4  Causality for Decisions

4.1 Why “causal effect” is not the end goal

In practice, you rarely do causal inference to admire an estimate. You do it to make a choice:

  • Should we expand a program?
  • Which policy should we adopt?
  • What price change should we implement?
  • Which intervention is worth funding?

A causal estimate is an input to a decision, not the decision itself.

This chapter builds a simple bridge:

Causal inference tells you what would happen under different actions.
Decision-making tells you which action to take given goals, costs, uncertainty, and constraints.

Even a perfectly identified causal effect can be irrelevant if it is not the effect you need for the decision at hand. (shmueli2010?)


4.2 Step 1: Make the decision explicit

Start by writing the decision in a form like:

  • Action set: \(\mathcal{A} = \{a_0, a_1, \dots\}\) (do nothing, do something, choose intensity, choose timing)
  • Target population: who is affected?
  • Outcome(s): what matters (often multiple: benefits, harms, equity, budget)
  • Time horizon: short run vs long run
  • Constraints: budget, capacity, political feasibility, legal restrictions

If you can’t state these, you are not ready to pick an estimand.


4.3 Step 2: Pick the estimand that matches the decision

Causal inference is full of estimands. The best estimand depends on what you will do.

4.3.1 Common estimands

  • ATE: average effect if everyone were treated vs not treated
  • ATT: average effect for those who actually got treated
  • LATE: effect for compliers (often in IV settings)

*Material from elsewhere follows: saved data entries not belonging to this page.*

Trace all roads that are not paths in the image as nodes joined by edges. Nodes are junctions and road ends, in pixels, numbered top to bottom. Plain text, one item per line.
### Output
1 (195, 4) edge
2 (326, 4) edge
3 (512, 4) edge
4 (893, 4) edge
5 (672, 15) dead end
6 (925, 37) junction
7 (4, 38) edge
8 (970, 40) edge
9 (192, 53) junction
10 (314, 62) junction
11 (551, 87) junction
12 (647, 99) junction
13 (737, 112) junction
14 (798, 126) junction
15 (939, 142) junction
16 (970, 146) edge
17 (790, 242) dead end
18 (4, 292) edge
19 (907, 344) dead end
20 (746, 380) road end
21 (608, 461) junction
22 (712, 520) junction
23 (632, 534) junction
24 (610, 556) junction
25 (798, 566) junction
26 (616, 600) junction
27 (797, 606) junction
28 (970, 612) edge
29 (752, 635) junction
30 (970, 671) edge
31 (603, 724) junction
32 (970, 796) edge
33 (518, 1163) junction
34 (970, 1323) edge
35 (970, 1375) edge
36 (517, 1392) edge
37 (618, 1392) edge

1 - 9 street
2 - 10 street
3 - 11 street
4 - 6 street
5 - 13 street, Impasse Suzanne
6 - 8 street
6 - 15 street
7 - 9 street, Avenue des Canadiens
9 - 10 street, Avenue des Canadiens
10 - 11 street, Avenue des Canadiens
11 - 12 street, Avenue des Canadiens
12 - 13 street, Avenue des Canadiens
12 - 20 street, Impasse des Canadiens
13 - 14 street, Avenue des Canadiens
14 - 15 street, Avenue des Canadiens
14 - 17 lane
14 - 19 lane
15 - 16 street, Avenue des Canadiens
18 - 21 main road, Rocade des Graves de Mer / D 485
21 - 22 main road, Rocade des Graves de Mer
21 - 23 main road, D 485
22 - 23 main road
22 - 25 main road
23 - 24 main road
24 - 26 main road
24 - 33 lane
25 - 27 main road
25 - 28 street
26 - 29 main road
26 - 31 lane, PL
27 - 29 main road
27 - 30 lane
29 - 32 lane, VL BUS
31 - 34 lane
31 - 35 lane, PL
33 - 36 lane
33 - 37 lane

In potential outcomes notation, with treatment \(D \in \{0,1\}\):

\[ \text{ATE} = \mathbb{E}\!\left[ Y(1) - Y(0) \right]. \]

\[ \text{ATT} = \mathbb{E}\!\left[ Y(1) - Y(0) \mid D = 1 \right]. \]

\[ \text{LATE} = \mathbb{E}\!\left[ Y(1) - Y(0) \mid \text{compliers} \right]. \]

These are not interchangeable. (imbensrubin2015?)

4.3.2 Decision mapping examples

  • Scaling a program nationwide: ATE is often closer to the policy question than ATT.
  • Improving a program already running for participants: ATT may be more relevant.
  • Policy lever that shifts participation at the margin (e.g., eligibility, encouragement): LATE may be relevant (and also limited in scope). (angristpischke2009?)

Rule: If you can’t explain in one sentence why your estimand matches your decision, you probably have the wrong estimand.


4.4 Step 3: Convert effects into value (benefits, costs, and trade-offs)

Most decisions require you to translate outcomes into some measure of value.

A simple template is net benefit (or net present value):

  • \(B(a)\) = expected benefits under action \(a\)
  • \(C(a)\) = expected costs under action \(a\)

Choose the action that maximizes expected net benefit:

\[ a^* = \arg\max_{a \in \mathcal{A}}\; \mathbb{E}\!\left[ B(a) - C(a) \right]. \]

This sounds obvious, but it forces clarity about what you value and what you count as a cost.

4.4.1 A minimal “treatment decision” example

Suppose action \(a_1\) is “treat” and \(a_0\) is “do not treat.” Let:

  • outcome \(Y\) = benefit metric (e.g., earnings, health, productivity)
  • per-unit treatment cost = \(c\) (in same units, or monetized)

Treat if the expected causal effect exceeds cost:

\[ \mathbb{E}\!\left[ Y(1) - Y(0) \right] > c. \]

This is a decision rule, not an estimation procedure.


4.5 Step 4: Uncertainty matters—don’t collapse it too early

A single point estimate is not enough to decide responsibly. For decisions, you care about:

  • uncertainty in the effect estimate
  • uncertainty in costs
  • uncertainty in implementation (compliance, spillovers)
  • uncertainty in external validity (transportability)

4.5.1 “Statistical significance” is not the decision criterion

A \(p\)-value answers a narrow question about sampling variation under a null hypothesis. Many decisions are better framed as:

  • What is the probability the effect is positive?
  • What is the probability the effect exceeds a policy-relevant threshold?
  • What is the worst-case plausible effect given threats to identification?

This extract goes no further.